Last Wednesday saw stocks close generally mixed, with the Global Dow (1.1%), the Dow (0.3%), and the S&P 500 (0.1%) posting moderate gains, while the Nasdaq (-0.4%) and the Russell 2000 (-0.3%) fell. Treasury yields continued to fall, as bond prices advanced. Crude oil prices and the dollar declined. Among the sectors, energy (3.3%), materials (1.3%), and financials (0.9%) held up the best, while utilities (-1.7%) and real estate (-1.5%) fell the furthest.
Tech shares rebounded last Thursday, helping to drive stocks higher. The Dow reached a record high, gaining 0.9% by the close of trading. The Global Dow advanced 1.0%, the S&P 500 climbed 0.8%, the Nasdaq gained 0.4%, while the Russell 2000 was unchanged from the previous day. Treasury yields, crude oil prices, and the dollar all declined. Each of the market sectors rose, led by financials, consumer staples, communication services, and information technology.

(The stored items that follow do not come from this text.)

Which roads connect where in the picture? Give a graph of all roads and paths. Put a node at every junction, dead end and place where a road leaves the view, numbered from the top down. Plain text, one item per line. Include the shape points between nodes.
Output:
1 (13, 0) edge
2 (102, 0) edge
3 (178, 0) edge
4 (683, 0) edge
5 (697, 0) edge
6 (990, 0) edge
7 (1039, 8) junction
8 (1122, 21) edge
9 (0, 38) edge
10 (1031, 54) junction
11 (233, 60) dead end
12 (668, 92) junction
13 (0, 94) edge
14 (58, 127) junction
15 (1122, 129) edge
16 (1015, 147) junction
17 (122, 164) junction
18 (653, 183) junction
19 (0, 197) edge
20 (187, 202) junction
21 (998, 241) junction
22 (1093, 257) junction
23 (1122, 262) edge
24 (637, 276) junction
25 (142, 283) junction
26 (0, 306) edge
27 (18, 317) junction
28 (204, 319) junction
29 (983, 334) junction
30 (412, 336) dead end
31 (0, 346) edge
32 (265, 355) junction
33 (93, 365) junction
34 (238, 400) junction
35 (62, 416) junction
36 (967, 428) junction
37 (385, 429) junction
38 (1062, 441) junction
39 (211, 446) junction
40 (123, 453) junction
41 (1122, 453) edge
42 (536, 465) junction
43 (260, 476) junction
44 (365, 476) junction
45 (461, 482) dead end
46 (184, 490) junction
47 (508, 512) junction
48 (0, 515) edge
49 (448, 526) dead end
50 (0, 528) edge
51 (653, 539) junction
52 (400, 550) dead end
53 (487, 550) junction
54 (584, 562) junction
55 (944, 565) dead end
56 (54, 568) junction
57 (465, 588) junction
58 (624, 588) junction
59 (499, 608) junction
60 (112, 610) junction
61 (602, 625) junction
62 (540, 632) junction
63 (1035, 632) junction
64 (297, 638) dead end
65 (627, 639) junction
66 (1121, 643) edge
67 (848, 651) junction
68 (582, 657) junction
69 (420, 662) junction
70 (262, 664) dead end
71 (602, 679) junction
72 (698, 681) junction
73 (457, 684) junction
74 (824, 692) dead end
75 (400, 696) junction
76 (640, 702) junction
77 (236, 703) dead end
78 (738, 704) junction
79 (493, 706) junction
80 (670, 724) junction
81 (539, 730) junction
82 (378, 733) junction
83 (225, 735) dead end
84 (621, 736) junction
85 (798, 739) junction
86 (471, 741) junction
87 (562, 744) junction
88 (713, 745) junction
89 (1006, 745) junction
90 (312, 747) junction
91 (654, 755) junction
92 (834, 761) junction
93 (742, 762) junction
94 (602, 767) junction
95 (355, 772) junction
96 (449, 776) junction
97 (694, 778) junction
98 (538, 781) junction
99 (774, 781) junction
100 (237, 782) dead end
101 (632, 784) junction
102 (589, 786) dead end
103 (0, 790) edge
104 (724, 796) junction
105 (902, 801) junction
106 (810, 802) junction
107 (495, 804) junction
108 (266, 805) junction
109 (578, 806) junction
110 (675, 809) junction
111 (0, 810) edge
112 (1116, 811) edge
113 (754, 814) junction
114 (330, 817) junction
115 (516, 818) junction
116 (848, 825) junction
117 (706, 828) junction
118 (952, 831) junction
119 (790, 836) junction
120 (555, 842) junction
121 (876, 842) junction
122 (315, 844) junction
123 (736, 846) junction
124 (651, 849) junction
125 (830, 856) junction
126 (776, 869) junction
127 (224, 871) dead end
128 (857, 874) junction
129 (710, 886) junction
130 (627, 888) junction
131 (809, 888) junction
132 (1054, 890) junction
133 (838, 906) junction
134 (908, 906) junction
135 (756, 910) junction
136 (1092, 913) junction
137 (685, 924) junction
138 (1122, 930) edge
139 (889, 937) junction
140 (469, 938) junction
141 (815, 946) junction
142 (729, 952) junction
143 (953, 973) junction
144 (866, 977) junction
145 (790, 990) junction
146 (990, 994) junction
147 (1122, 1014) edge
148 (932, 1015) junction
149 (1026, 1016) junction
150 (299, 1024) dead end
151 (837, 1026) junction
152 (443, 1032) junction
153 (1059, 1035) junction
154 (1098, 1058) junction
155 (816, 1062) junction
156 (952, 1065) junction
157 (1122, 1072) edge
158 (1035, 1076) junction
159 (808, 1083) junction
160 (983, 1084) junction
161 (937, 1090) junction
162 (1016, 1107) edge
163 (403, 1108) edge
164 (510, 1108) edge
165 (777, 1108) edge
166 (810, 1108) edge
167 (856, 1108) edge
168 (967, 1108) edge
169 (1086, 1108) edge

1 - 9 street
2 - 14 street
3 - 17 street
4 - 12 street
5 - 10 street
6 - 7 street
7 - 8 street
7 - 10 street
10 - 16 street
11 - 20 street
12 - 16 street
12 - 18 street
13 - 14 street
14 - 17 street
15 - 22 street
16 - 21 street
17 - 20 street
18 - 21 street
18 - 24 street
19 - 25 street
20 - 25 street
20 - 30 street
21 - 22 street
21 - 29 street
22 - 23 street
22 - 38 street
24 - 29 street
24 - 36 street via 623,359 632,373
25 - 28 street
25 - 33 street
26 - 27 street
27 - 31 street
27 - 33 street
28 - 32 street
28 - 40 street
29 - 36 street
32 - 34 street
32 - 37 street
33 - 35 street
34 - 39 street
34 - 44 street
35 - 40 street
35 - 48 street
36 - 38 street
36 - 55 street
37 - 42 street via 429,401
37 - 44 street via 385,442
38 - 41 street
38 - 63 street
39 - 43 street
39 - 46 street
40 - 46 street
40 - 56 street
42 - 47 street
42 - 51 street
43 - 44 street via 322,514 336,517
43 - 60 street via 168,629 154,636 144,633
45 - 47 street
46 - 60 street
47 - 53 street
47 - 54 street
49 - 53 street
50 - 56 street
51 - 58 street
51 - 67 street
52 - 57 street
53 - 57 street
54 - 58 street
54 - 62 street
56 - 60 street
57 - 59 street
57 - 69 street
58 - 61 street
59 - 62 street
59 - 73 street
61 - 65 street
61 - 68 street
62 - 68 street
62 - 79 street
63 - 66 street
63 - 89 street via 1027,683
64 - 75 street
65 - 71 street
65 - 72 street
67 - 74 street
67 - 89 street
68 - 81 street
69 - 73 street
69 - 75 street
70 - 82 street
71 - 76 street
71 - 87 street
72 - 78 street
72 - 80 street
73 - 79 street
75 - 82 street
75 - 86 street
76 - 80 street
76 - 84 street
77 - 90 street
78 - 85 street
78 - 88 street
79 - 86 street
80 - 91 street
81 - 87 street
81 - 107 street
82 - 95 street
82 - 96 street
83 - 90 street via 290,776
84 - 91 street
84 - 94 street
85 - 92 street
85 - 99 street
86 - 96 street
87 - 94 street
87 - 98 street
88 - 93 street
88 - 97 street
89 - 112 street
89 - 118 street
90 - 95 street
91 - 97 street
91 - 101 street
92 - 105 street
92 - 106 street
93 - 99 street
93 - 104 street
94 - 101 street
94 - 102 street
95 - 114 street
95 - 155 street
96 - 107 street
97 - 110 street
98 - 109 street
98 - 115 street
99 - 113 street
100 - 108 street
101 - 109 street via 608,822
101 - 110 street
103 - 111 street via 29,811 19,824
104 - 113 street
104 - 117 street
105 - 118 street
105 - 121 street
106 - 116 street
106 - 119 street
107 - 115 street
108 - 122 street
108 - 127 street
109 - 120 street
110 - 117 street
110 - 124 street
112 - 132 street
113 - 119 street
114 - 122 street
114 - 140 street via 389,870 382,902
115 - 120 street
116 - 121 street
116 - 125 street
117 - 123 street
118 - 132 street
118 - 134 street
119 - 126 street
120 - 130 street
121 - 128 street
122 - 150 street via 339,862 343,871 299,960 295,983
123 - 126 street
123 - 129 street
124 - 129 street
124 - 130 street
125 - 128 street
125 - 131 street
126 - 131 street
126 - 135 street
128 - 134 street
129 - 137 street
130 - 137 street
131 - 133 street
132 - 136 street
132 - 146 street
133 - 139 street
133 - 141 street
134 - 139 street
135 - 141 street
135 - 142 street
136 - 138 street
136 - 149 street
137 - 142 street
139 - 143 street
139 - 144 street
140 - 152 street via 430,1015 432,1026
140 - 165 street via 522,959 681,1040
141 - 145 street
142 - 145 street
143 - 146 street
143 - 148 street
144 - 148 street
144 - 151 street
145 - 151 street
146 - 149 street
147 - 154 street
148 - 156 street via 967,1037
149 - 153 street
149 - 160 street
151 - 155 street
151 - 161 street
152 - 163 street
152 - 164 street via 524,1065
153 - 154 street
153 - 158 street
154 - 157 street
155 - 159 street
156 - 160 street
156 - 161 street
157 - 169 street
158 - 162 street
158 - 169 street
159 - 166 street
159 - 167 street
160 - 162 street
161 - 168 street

Tech shares and cyclicals led the way last Friday, pushing stocks higher as both the Dow and S&P 500 reached new highs. The Russell 2000 added 1.4%, followed by the Global Dow, which advanced 1.2%, the Nasdaq climbed 0.9%, the S&P 500 gained 0.7%,and the Dow increased 0.7%. Treasury yields pushed higher for the first time in several
days, crude oil prices rose, while the dollar slid. Energy led the market sectors, with real
estate, industrials, materials, consumer discretionary, and information technology also
For the week, the markets may have been aided by strong first-quarter earnings reports
and declining unemployment claims. However, a lower-than-expected number of new
hires in April may lend credence to the Federal Reserve’s suggestion that the economy
is still far from full recovery and accommodative measures are still needed. While tech
shares rebounded at the end of last week, it wasn’t enough to keep the Nasdaq from
falling after closing 1.5% lower. However, the remaining benchmark indexes listed here
advanced, led by the Global Dow, followed by the Dow, the S&P 500, and the Russell
2000. The market sectors were also mixed for the week. Energy (8.9%), materials
(5.9%), financials (4.2%), industrials (3.4%), health care (2.3%), and consumer staples
(1.6%) advanced, while consumer discretionary (-1.2%), utilities (-1.1%), real estate (-
0.9%), and information technology (-0.5%) fell. Communication services closed the
week unchanged. The yield on 10-year Treasuries dipped, crude oil and gold prices
climbed, while the dollar fell.
The national average retail price for regular gasoline was $2.890 per gallon on May 3,
$0.018 per gallon more than the prior week’s price and $1.101 higher than a year ago.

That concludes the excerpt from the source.